Works well in high-dimension or continuous action spaces.
Can learn stochastic policies.

But it can

Converge to local optima and not the global one.
Policy evaluation may be inefficient
High variance in outcomes.
Typicall requires 10x the number of episodes to converge compared to DQN.

The algorithm used is called "Reinforce".

Actor-Critic algorithms are a combination of value function and policy function approaches.

nb_setup.images_vconcat(["RL_images/Value_vs_Policy_RL.png"], width=600)

Playing Pong¶

The game of Pong is a simple example where the policy (action) is easier to model directly. The input to the game is a $80 \times 80$ pixel frame, which is then fed into a NN to get a binary action, i.e., move up or down. Here is an example of a NN with a single hidden layer of 5 nodes and an output layer of 1 node. The number of weights (including the bias/intercept) in the hidden layer will be $5 \times (80 \times 80 + 1) = 32005$ and the number of weights in the output layer will be 30, for a total of 32,035.

nb_setup.images_vconcat(["RL_images/Pong.png"], width=600)

Fitting this network needs labels $t(j)$, i.e., knowing whether the binary action taken (up or down) is correct or not, i.e., 1 or 0. The network generates a probability $y(j) \in (0,1)$ of an up action, $j$ is the action number in a sequence of actions. So if we had labels, we could go ahead and compute the Log Loss, a special case for binary outcomes of Cross Entropy; pdf, as follows:

$$ L(W) = \frac{1}{M}\sum_{j=1}^M [t(j) \log y(j) + (1-t(j))log(1-y(j))] $$

We recap Log Loss below. Note that it decreases as we get closer to 1, which means we would like to minimize log loss. However, in the expression above we have left off the minus sign so in fact we want to maximize $L(W)$.

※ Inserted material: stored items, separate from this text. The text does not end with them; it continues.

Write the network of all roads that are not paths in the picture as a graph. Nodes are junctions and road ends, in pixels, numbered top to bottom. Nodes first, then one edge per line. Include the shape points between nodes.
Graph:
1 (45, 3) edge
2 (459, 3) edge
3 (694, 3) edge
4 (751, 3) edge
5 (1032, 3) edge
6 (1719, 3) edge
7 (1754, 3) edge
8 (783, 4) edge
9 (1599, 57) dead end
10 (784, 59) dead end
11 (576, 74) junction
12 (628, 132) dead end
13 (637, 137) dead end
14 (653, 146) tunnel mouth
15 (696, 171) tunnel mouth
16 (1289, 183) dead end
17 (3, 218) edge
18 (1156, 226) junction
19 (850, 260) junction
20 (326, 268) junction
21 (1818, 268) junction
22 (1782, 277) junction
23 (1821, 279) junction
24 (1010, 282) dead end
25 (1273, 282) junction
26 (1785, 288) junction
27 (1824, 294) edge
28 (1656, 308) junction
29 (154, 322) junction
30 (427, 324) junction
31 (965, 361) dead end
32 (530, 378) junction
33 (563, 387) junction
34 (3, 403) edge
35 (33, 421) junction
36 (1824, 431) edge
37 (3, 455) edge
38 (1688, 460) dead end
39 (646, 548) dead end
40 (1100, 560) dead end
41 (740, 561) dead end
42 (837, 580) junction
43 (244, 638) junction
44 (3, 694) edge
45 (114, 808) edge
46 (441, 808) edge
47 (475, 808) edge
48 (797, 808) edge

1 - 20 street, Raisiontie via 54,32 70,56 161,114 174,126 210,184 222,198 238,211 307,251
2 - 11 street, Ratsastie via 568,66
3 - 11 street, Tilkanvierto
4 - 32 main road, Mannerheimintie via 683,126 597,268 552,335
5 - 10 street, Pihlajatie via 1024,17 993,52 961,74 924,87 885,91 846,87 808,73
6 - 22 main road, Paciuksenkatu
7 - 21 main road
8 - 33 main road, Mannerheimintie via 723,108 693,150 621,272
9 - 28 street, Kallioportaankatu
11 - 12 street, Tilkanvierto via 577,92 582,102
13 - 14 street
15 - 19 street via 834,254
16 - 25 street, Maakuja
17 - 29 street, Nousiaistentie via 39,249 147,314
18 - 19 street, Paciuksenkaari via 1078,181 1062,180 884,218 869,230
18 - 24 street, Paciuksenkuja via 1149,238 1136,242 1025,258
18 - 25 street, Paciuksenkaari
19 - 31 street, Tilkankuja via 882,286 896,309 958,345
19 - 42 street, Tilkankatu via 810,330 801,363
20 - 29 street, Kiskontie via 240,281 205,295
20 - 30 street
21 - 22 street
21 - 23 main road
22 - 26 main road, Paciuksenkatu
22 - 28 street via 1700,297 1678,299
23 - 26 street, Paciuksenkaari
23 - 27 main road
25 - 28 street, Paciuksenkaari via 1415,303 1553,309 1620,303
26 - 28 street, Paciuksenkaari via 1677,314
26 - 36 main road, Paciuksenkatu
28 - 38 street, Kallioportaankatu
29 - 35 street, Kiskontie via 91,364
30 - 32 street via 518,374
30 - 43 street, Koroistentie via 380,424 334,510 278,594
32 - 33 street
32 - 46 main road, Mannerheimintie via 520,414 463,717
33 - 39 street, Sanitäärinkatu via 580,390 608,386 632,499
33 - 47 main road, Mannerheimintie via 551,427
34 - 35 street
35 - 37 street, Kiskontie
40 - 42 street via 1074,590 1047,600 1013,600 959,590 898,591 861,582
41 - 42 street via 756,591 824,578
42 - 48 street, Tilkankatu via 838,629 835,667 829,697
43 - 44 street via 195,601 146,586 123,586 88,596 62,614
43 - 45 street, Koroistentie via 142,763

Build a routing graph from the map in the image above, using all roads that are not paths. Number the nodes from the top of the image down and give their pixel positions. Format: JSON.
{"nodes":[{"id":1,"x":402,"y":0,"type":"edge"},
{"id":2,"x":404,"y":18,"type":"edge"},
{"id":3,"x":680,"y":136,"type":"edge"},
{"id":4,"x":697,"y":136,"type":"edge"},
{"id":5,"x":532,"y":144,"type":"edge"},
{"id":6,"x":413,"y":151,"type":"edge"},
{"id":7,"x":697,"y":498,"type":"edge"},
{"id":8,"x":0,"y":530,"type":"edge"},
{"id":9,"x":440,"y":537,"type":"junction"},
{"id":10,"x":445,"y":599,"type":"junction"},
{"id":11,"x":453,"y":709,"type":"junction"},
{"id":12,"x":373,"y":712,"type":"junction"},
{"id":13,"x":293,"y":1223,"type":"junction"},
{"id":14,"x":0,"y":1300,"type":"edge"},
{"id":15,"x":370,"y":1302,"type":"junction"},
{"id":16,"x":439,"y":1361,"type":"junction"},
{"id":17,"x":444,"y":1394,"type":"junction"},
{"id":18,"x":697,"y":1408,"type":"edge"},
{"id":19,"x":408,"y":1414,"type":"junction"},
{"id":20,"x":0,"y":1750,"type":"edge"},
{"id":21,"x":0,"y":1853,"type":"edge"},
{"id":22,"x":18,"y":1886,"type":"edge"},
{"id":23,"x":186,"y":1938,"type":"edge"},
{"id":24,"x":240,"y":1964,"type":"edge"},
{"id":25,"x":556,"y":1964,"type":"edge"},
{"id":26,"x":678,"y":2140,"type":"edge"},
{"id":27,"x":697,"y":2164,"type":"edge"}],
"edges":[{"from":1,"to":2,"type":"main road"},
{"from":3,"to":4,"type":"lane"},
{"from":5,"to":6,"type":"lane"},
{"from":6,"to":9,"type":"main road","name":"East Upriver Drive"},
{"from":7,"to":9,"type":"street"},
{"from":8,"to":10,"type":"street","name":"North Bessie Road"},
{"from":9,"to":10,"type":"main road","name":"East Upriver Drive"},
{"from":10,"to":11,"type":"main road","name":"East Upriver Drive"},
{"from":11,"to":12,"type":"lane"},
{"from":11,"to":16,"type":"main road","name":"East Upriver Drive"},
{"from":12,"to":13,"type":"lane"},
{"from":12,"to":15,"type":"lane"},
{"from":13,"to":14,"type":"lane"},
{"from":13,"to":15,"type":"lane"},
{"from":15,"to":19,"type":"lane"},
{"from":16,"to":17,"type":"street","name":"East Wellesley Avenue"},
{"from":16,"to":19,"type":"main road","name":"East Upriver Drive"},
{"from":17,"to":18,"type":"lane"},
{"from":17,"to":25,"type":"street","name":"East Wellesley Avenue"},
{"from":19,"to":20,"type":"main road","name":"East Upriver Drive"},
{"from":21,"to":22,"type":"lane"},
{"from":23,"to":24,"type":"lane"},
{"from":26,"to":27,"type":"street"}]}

def LogLoss(true_label, predicted):
  p = predicted
  if true_label == 1:
    return -log(p)
  else:
    return -log(1 - p)

p = linspace(0.01,1,50)
plot(p,LogLoss(1,p))
xlabel('Prob of true outcome'); ylabel('Log Loss')
grid()

Back to Pong. Note that we do not have labels, so we need to play the game to generate data. Use whatever the current policy is. At the end of each episode of the game, we know if we won or lost. Label each action in the episode with 1 for a win and 0 for a loss.

nb_setup.images_hconcat(["RL_images/Pong_labels1.png","RL_images/Pong_labels2.png"], width=1000)

Andrej Karpathy has a github site with the pong code in a little over 100 lines. He has also written a terrific blog post on RL and Pong.

nb_setup.images_vconcat(["RL_images/Pong_py.png"], width=600)

Reinforce: Monte Carlo Policy Gradients¶

If the outcome is not binary (1,0), then we multiply the objective function by return (sum of rewards) $G = \sum_{j=1}^T R_j$ instead, i.e., $J(W) = G \cdot L(W)$. Gradients now become

$$ \frac{\partial J}{\partial W} = G \cdot \frac{\partial L}{\partial W} $$

After each episode, we update the weights as follows:

$$ w \leftarrow w + \eta \cdot \frac{\partial J}{\partial W} = w + \eta G \cdot \frac{\partial L}{\partial W} $$

These are the weights of the policy function and in the case of Pong, it should emit a binary choice (up or down). So this function needs to be chosen carefully. For Pong, a sigmoid function would satisfy the requirement of a binary output.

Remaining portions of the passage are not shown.